● **Work instructions**: Scan the listing below. Return every line containing the string "junctions".

--- Available records ---

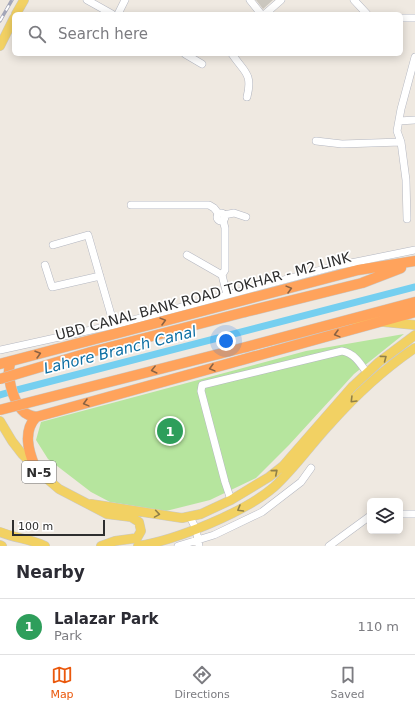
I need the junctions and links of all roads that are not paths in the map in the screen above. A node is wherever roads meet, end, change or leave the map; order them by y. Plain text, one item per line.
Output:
1 (24, 0) edge
2 (87, 0) edge
3 (125, 0) edge
4 (250, 0) edge
5 (281, 0) edge
6 (354, 0) edge
7 (17, 12) edge
8 (108, 12) edge
9 (119, 12) edge
10 (259, 12) edge
11 (267, 12) edge
12 (365, 12) edge
13 (403, 18) edge
14 (415, 18) edge
15 (12, 22) edge
16 (0, 46) edge
17 (188, 56) edge
18 (234, 56) edge
19 (415, 57) edge
20 (202, 64) dead end
21 (247, 97) dead end
22 (415, 120) edge
23 (399, 121) junction
24 (316, 141) dead end
25 (401, 142) junction
26 (415, 179) edge
27 (406, 180) junction
28 (131, 205) dead end
29 (222, 216) junction
30 (246, 217) dead end
31 (407, 219) dead end
32 (53, 245) dead end
33 (415, 250) edge
34 (187, 255) dead end
35 (415, 262) edge
36 (45, 265) dead end
37 (100, 276) junction
38 (222, 276) junction
39 (227, 295) junction
40 (415, 302) edge
41 (415, 312) edge
42 (348, 319) junction
43 (381, 322) junction
44 (114, 325) junction
45 (415, 325) edge
46 (415, 335) edge
47 (0, 350) edge
48 (413, 351) edge
49 (11, 362) junction
50 (0, 364) edge
51 (367, 373) junction
52 (5, 378) edge
53 (0, 410) edge
54 (36, 417) junction
55 (0, 422) edge
56 (35, 466) junction
57 (311, 468) dead end
58 (231, 500) junction
59 (91, 504) junction
60 (403, 514) edge
61 (415, 514) edge
62 (190, 517) junction
63 (367, 518) edge
64 (196, 529) junction
65 (0, 532) edge
66 (199, 543) edge
67 (45, 546) edge
68 (101, 546) edge
69 (138, 546) edge
70 (178, 546) edge
71 (329, 546) edge

1 - 7 main road
2 - 8 street
3 - 9 street
4 - 10 street
5 - 11 street
6 - 12 street
13 - 14 street
15 - 16 main road
17 - 20 street
18 - 21 street
19 - 23 street
22 - 23 street
23 - 25 street
24 - 25 street
25 - 27 street
26 - 27 street
27 - 31 street
28 - 29 street
29 - 30 street
29 - 38 street
32 - 37 street
33 - 39 street
34 - 38 street
49 -> 35 highway, UBD CANAL BANK ROAD TOKHAR - M2 LINK
35 - 52 highway, bridge
36 - 37 street
37 - 44 street
38 - 39 street
39 - 44 street
40 - 42 highway
41 - 43 highway
42 - 43 main road
42 -> 53 highway, bridge
43 - 45 main road
43 -> 54 highway
44 - 47 street
51 -> 46 main road
48 -> 64 main road
49 - 50 highway, UBD CANAL BANK ROAD TOKHAR - M2 LINK
49 - 52 highway
58 -> 51 main road
51 - 58 street
52 - 54 highway
54 - 56 highway
55 - 56 main road, N-5
56 - 59 main road, N-5
57 - 66 street
58 - 62 main road
59 -> 62 main road
59 - 68 main road, N-5
60 - 61 street
62 - 64 street
63 - 71 street
64 - 66 street
64 - 69 main road
65 - 67 main road
66 - 70 street

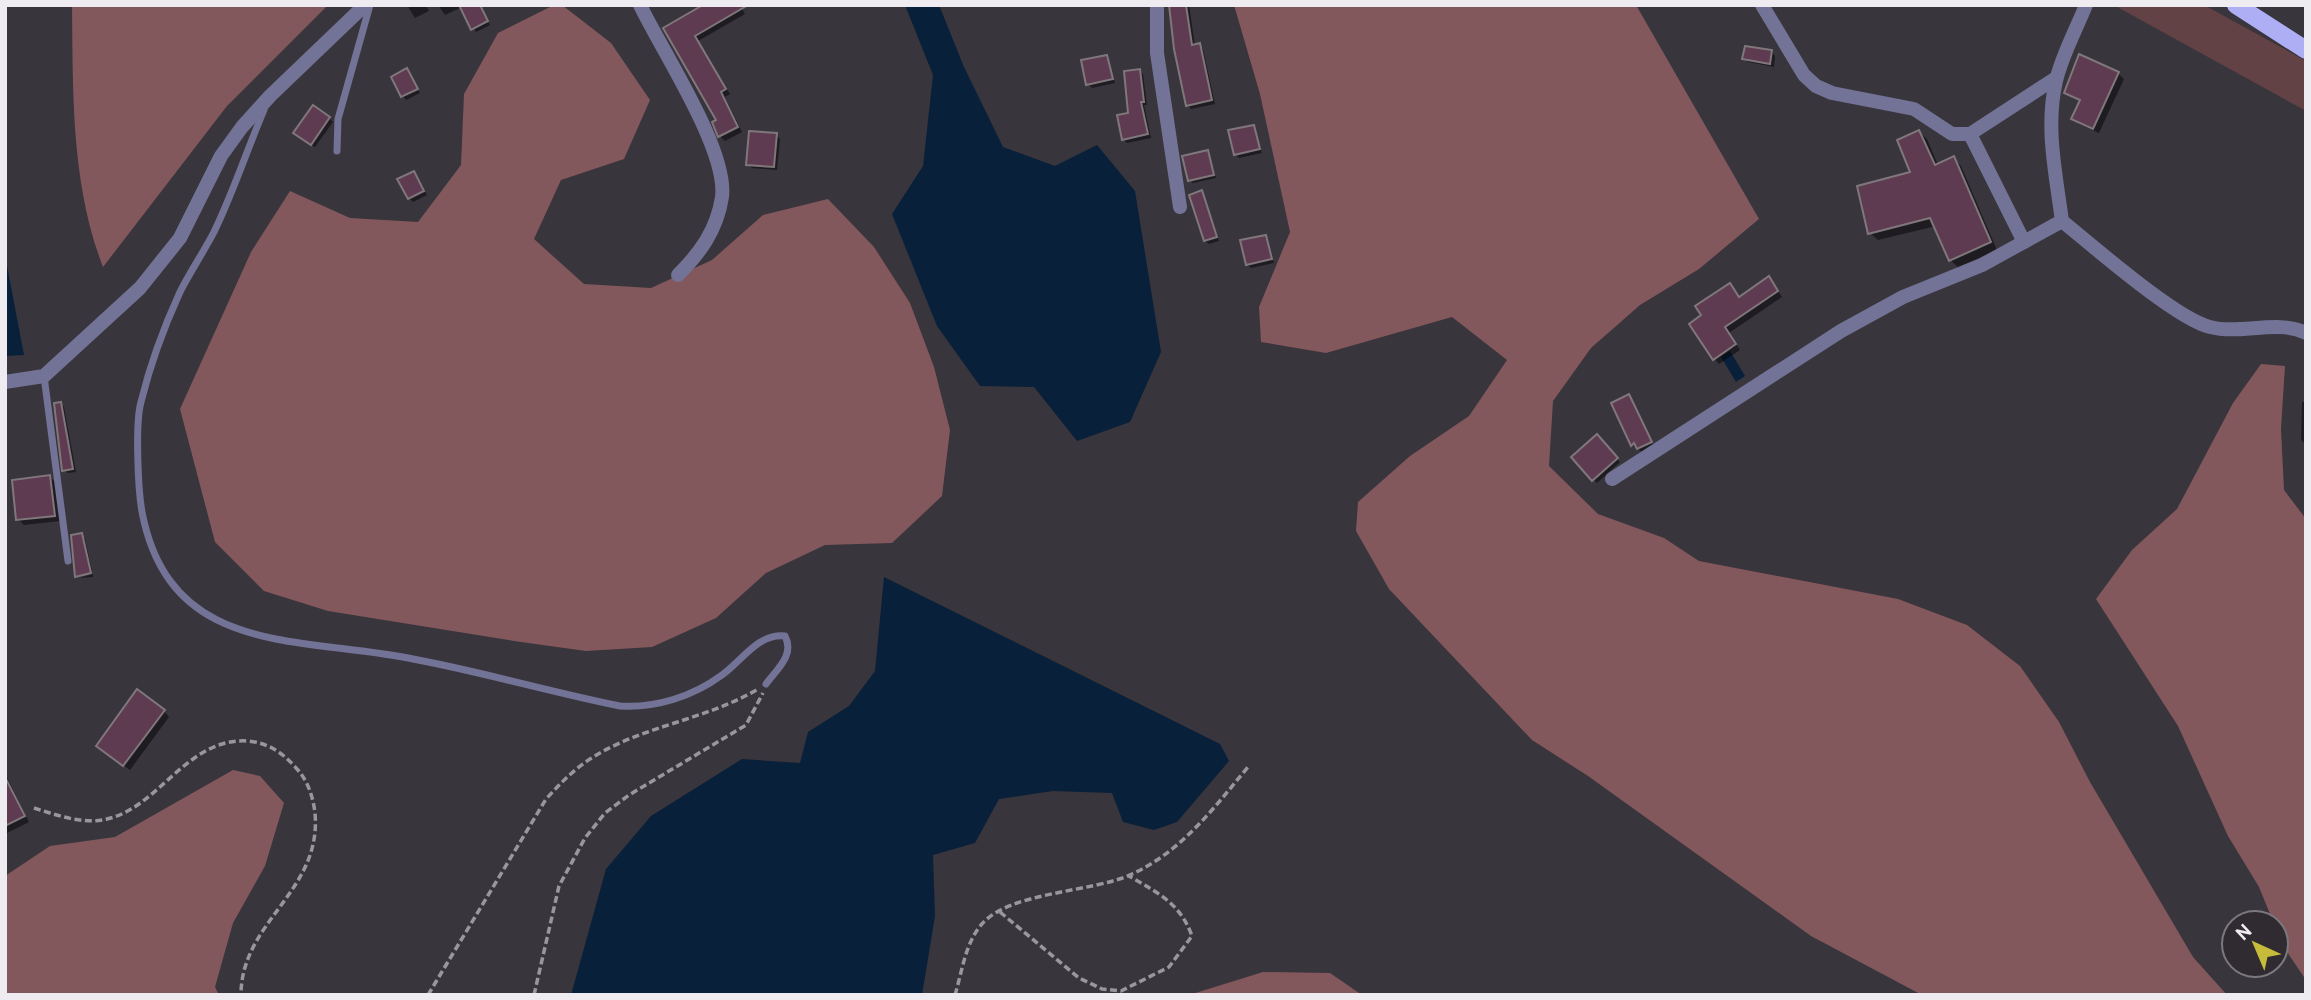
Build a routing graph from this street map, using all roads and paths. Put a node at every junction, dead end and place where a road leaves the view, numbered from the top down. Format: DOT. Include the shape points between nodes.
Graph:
graph roads {
  1 [pos="365,5"];
  2 [pos="370,5"];
  3 [pos="640,5"];
  4 [pos="1157,5"];
  5 [pos="1762,5"];
  6 [pos="2086,5"];
  7 [pos="2236,5"];
  8 [pos="2306,50"];
  9 [pos="2056,78"];
  10 [pos="270,96"];
  11 [pos="1970,134"];
  12 [pos="337,151"];
  13 [pos="1180,206"];
  14 [pos="2062,221"];
  15 [pos="2024,242"];
  16 [pos="678,275"];
  17 [pos="2306,333"];
  18 [pos="44,376"];
  19 [pos="5,382"];
  20 [pos="1612,479"];
  21 [pos="68,561"];
  22 [pos="766,684"];
  23 [pos="1248,767"];
  24 [pos="34,808"];
  25 [pos="1129,876"];
  26 [pos="999,912"];
  27 [pos="241,995"];
  28 [pos="428,995"];
  29 [pos="534,995"];
  30 [pos="955,995"];
  1 -- 10 [label="street"];
  2 -- 12 [label="lane" via="338,119"];
  3 -- 16 [label="street" via="708,137 720,170 722,196 714,228 699,255"];
  4 -- 13 [label="street" via="1157,53"];
  5 -- 11 [label="street" via="1804,75 1816,86 1913,109 1952,134"];
  6 -- 9 [label="street"];
  7 -- 8 [label="main road"];
  9 -- 11 [label="street"];
  9 -- 14 [label="street" via="2050,125"];
  10 -- 18 [label="street" via="221,156 184,230 160,265"];
  10 -- 22 [label="lane" via="214,231 180,292 140,405 138,489 148,540 164,572 195,607 227,627 276,642 411,658 620,706 666,703 721,676 762,640 785,636 790,645 788,656"];
  11 -- 15 [label="street"];
  14 -- 15 [label="street"];
  14 -- 17 [label="street" via="2149,289 2207,327 2281,327"];
  15 -- 20 [label="street" via="1841,331"];
  18 -- 19 [label="street"];
  18 -- 21 [label="lane"];
  22 -- 28 [label="path" via="729,706 614,746 568,775 546,799"];
  22 -- 29 [label="path" via="746,725 629,795 605,813 585,838 559,886"];
  23 -- 25 [label="path" via="1195,831 1163,858"];
  24 -- 27 [label="path" via="73,820 105,820 127,813 180,767 204,752 240,741 264,743 288,759 304,777 314,803 317,835 306,870 259,935 245,965"];
  25 -- 26 [label="path"];
  25 -- 26 [label="path" via="1185,916 1192,936 1169,967 1121,991 1102,989 1079,978"];
  26 -- 30 [label="path" via="982,924 970,944"];
}
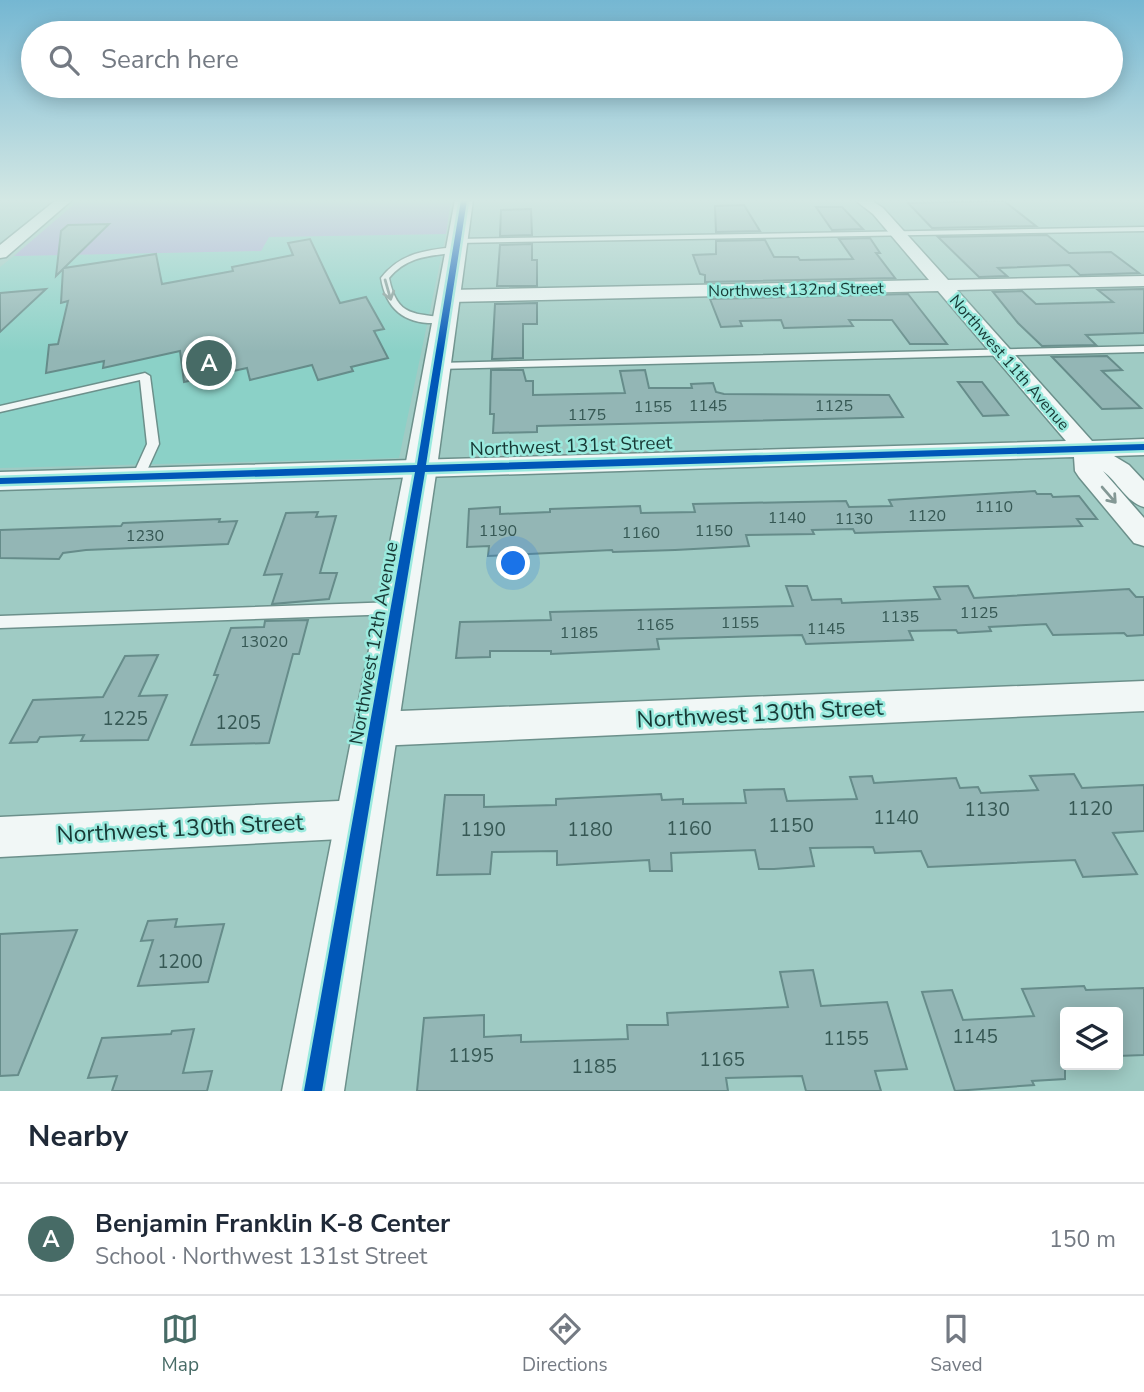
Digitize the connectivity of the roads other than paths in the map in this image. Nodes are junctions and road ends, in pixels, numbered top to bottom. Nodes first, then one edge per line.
1 (435, 251) edge
2 (455, 251) edge
3 (912, 251) edge
4 (1144, 281) edge
5 (944, 286) junction
6 (447, 308) junction
7 (1144, 349) edge
8 (1002, 353) junction
9 (437, 366) junction
10 (0, 409) edge
11 (1144, 447) edge
12 (1086, 449) junction
13 (421, 467) junction
14 (138, 477) junction
15 (0, 481) edge
16 (1144, 498) edge
17 (1144, 536) edge
18 (397, 608) junction
19 (0, 622) edge
20 (1144, 696) edge
21 (376, 729) junction
22 (359, 819) junction
23 (0, 836) edge
24 (313, 1091) edge

1 -> 6 lane
2 - 6 street, Northwest 12th Avenue
3 - 5 street, Northwest 11th Avenue
4 - 5 street, Northwest 132nd Street
5 - 6 street, Northwest 132nd Street
5 - 8 street, Northwest 11th Avenue
6 - 9 street, Northwest 12th Avenue
7 - 8 lane
8 - 9 lane
8 - 12 street, Northwest 11th Avenue
9 - 13 street, Northwest 12th Avenue
10 - 14 lane
11 - 12 street, Northwest 131st Street
12 - 13 street, Northwest 131st Street
12 - 16 street, Northwest 11th Avenue
12 -> 17 street, Northwest 11th Avenue
13 - 14 street, Northwest 131st Street
13 - 18 street, Northwest 12th Avenue
14 - 15 street, Northwest 131st Street
18 - 19 lane
18 - 21 street, Northwest 12th Avenue
20 - 21 street, Northwest 130th Street
21 - 22 street, Northwest 12th Avenue
22 - 23 street, Northwest 130th Street
22 - 24 street, Northwest 12th Avenue

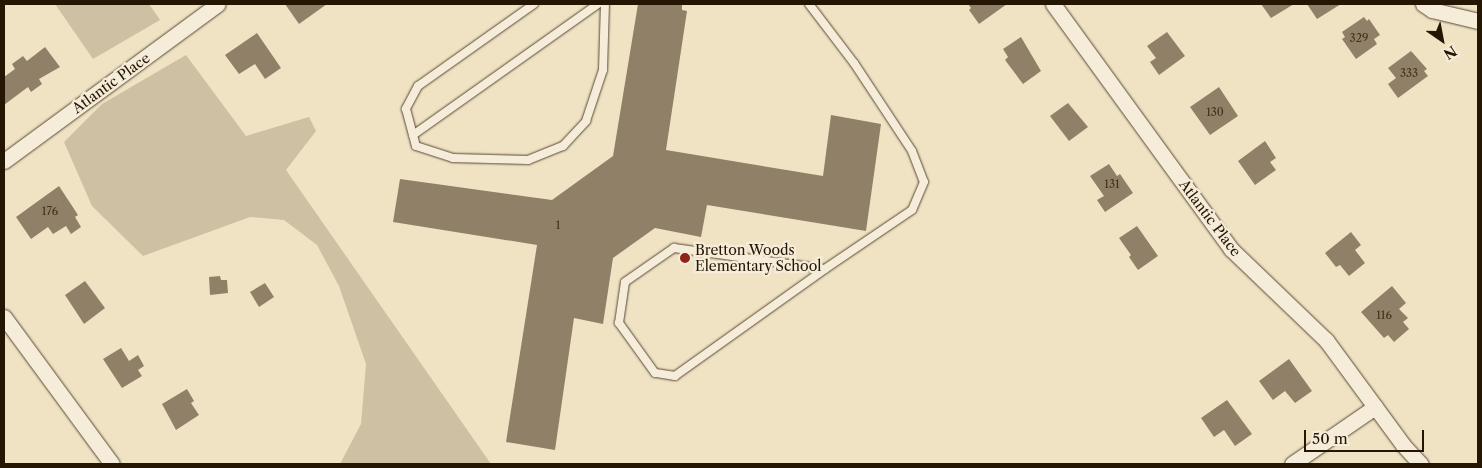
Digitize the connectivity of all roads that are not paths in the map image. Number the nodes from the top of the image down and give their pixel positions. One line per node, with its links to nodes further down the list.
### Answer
1 (218, 4): 10 (street, Atlantic Place)
2 (534, 4): 9 (lane)
3 (598, 4): 9 (lane)
4 (605, 4): 9 (lane)
5 (809, 4): 11 (lane)
6 (1053, 4): 13 (street, Atlantic Place)
7 (1423, 4): 8 (street)
8 (1478, 21)
9 (413, 135)
10 (4, 161)
11 (825, 269): 11 (lane)
12 (4, 317): 14 (street)
13 (1374, 407): 15 (street); 16 (street, Atlantic Place)
14 (112, 464)
15 (1292, 464)
16 (1421, 464)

---

● **Finished task**:
I need the junctions and links of all roads that are not paths in the map in the screen above. A node is wherever roads meet, end, change or leave the map; order them by y. Plain text, one item per line.
Digitize the connectivity of the roads other than paths in the map in this image. Nodes are junctions and road ends, in pixels, numbered top to bottom. Nodes first, then one edge per line.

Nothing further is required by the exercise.